• WORK TO BE COMPLETED: What should come back is the data below, word for word, minus any picture.

• ENTRIES SHOWN:

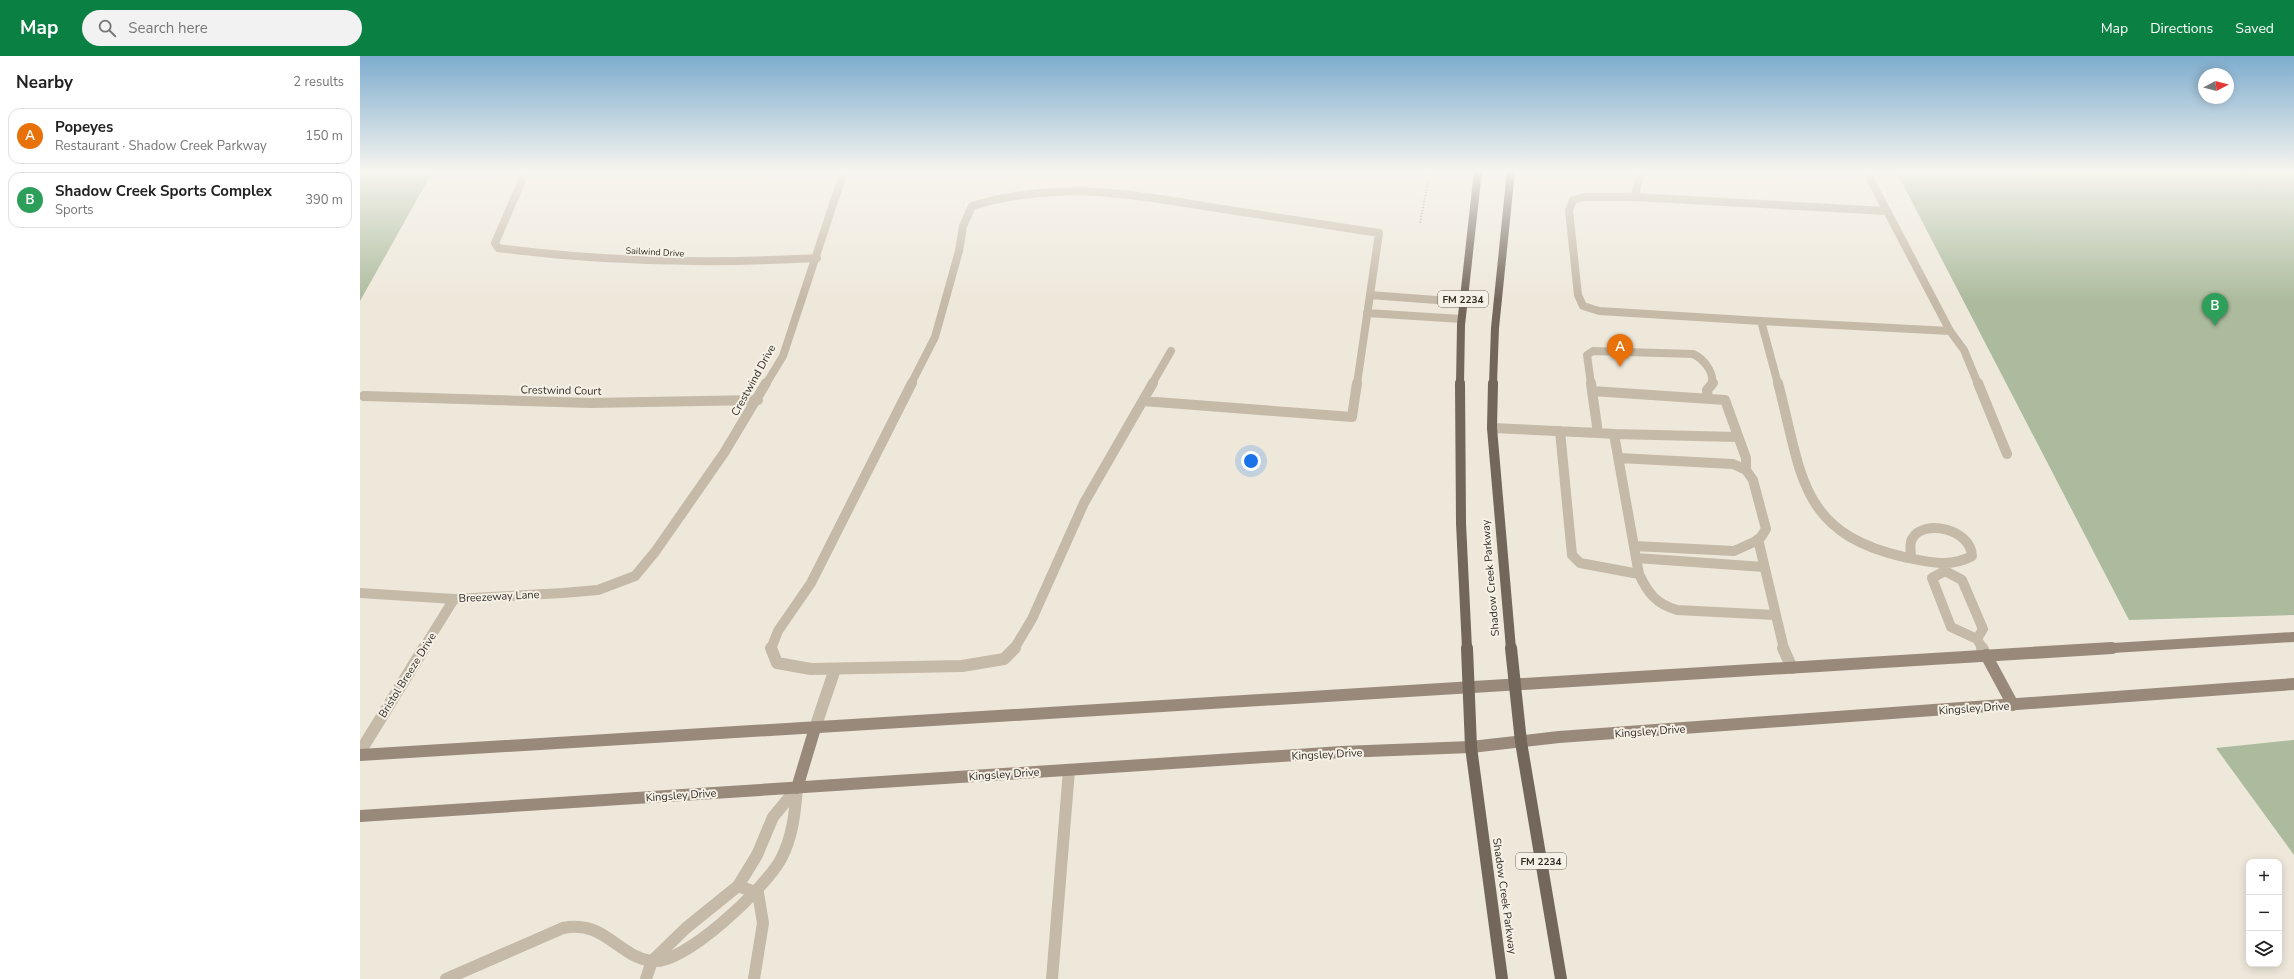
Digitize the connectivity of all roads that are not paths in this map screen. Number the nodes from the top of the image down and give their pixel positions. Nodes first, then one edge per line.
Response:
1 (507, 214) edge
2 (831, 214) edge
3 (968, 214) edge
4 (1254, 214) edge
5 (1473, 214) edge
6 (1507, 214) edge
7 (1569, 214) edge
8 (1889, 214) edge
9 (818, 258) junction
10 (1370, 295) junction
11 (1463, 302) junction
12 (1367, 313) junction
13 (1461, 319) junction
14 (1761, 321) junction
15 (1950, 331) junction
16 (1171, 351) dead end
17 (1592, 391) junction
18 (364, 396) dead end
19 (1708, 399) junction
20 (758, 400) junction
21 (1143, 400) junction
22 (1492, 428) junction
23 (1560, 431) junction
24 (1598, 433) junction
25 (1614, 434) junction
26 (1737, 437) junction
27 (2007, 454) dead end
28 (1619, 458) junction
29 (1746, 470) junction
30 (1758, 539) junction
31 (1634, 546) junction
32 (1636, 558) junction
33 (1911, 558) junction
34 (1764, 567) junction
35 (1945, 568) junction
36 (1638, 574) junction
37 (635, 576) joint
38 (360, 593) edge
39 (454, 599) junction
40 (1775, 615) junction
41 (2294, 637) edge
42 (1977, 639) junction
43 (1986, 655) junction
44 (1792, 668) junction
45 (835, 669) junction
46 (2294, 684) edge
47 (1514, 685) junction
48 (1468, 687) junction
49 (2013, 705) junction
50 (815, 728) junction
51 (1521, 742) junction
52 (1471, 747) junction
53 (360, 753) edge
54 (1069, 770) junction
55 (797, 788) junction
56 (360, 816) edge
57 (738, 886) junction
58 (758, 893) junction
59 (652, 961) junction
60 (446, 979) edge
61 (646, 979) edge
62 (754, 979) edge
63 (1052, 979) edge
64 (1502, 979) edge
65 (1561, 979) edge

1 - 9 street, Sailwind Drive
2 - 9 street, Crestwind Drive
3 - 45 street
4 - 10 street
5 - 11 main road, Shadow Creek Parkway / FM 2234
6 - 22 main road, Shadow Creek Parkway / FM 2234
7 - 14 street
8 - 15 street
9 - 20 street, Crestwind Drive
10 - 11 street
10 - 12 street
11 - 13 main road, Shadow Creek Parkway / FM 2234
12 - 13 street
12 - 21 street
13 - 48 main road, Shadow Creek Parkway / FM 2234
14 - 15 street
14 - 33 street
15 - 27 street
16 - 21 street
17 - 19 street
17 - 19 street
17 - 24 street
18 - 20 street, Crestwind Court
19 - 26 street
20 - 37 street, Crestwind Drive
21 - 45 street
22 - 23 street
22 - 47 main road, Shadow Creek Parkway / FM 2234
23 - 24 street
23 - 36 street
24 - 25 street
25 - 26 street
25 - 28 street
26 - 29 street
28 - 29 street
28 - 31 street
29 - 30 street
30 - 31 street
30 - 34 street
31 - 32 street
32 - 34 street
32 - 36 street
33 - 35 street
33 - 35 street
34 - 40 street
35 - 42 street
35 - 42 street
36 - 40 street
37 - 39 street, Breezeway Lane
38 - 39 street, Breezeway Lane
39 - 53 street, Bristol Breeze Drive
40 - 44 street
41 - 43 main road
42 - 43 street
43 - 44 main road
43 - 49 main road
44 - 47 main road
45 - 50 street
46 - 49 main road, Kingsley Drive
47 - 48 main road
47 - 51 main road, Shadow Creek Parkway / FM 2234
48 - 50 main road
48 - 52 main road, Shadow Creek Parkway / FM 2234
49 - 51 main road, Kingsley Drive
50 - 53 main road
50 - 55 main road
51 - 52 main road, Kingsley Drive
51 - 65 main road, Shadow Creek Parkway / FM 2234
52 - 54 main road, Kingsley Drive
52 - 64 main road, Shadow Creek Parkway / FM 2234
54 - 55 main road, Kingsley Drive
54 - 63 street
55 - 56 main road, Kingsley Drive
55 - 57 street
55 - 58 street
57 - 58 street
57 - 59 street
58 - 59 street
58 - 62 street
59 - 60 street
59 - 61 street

• RESULT OF THE TASK:
Digitize the connectivity of all roads that are not paths in this map screen. Number the nodes from the top of the image down and give their pixel positions. Nodes first, then one edge per line.
Response:
1 (507, 214) edge
2 (831, 214) edge
3 (968, 214) edge
4 (1254, 214) edge
5 (1473, 214) edge
6 (1507, 214) edge
7 (1569, 214) edge
8 (1889, 214) edge
9 (818, 258) junction
10 (1370, 295) junction
11 (1463, 302) junction
12 (1367, 313) junction
13 (1461, 319) junction
14 (1761, 321) junction
15 (1950, 331) junction
16 (1171, 351) dead end
17 (1592, 391) junction
18 (364, 396) dead end
19 (1708, 399) junction
20 (758, 400) junction
21 (1143, 400) junction
22 (1492, 428) junction
23 (1560, 431) junction
24 (1598, 433) junction
25 (1614, 434) junction
26 (1737, 437) junction
27 (2007, 454) dead end
28 (1619, 458) junction
29 (1746, 470) junction
30 (1758, 539) junction
31 (1634, 546) junction
32 (1636, 558) junction
33 (1911, 558) junction
34 (1764, 567) junction
35 (1945, 568) junction
36 (1638, 574) junction
37 (635, 576) joint
38 (360, 593) edge
39 (454, 599) junction
40 (1775, 615) junction
41 (2294, 637) edge
42 (1977, 639) junction
43 (1986, 655) junction
44 (1792, 668) junction
45 (835, 669) junction
46 (2294, 684) edge
47 (1514, 685) junction
48 (1468, 687) junction
49 (2013, 705) junction
50 (815, 728) junction
51 (1521, 742) junction
52 (1471, 747) junction
53 (360, 753) edge
54 (1069, 770) junction
55 (797, 788) junction
56 (360, 816) edge
57 (738, 886) junction
58 (758, 893) junction
59 (652, 961) junction
60 (446, 979) edge
61 (646, 979) edge
62 (754, 979) edge
63 (1052, 979) edge
64 (1502, 979) edge
65 (1561, 979) edge

1 - 9 street, Sailwind Drive
2 - 9 street, Crestwind Drive
3 - 45 street
4 - 10 street
5 - 11 main road, Shadow Creek Parkway / FM 2234
6 - 22 main road, Shadow Creek Parkway / FM 2234
7 - 14 street
8 - 15 street
9 - 20 street, Crestwind Drive
10 - 11 street
10 - 12 street
11 - 13 main road, Shadow Creek Parkway / FM 2234
12 - 13 street
12 - 21 street
13 - 48 main road, Shadow Creek Parkway / FM 2234
14 - 15 street
14 - 33 street
15 - 27 street
16 - 21 street
17 - 19 street
17 - 19 street
17 - 24 street
18 - 20 street, Crestwind Court
19 - 26 street
20 - 37 street, Crestwind Drive
21 - 45 street
22 - 23 street
22 - 47 main road, Shadow Creek Parkway / FM 2234
23 - 24 street
23 - 36 street
24 - 25 street
25 - 26 street
25 - 28 street
26 - 29 street
28 - 29 street
28 - 31 street
29 - 30 street
30 - 31 street
30 - 34 street
31 - 32 street
32 - 34 street
32 - 36 street
33 - 35 street
33 - 35 street
34 - 40 street
35 - 42 street
35 - 42 street
36 - 40 street
37 - 39 street, Breezeway Lane
38 - 39 street, Breezeway Lane
39 - 53 street, Bristol Breeze Drive
40 - 44 street
41 - 43 main road
42 - 43 street
43 - 44 main road
43 - 49 main road
44 - 47 main road
45 - 50 street
46 - 49 main road, Kingsley Drive
47 - 48 main road
47 - 51 main road, Shadow Creek Parkway / FM 2234
48 - 50 main road
48 - 52 main road, Shadow Creek Parkway / FM 2234
49 - 51 main road, Kingsley Drive
50 - 53 main road
50 - 55 main road
51 - 52 main road, Kingsley Drive
51 - 65 main road, Shadow Creek Parkway / FM 2234
52 - 54 main road, Kingsley Drive
52 - 64 main road, Shadow Creek Parkway / FM 2234
54 - 55 main road, Kingsley Drive
54 - 63 street
55 - 56 main road, Kingsley Drive
55 - 57 street
55 - 58 street
57 - 58 street
57 - 59 street
58 - 59 street
58 - 62 street
59 - 60 street
59 - 61 street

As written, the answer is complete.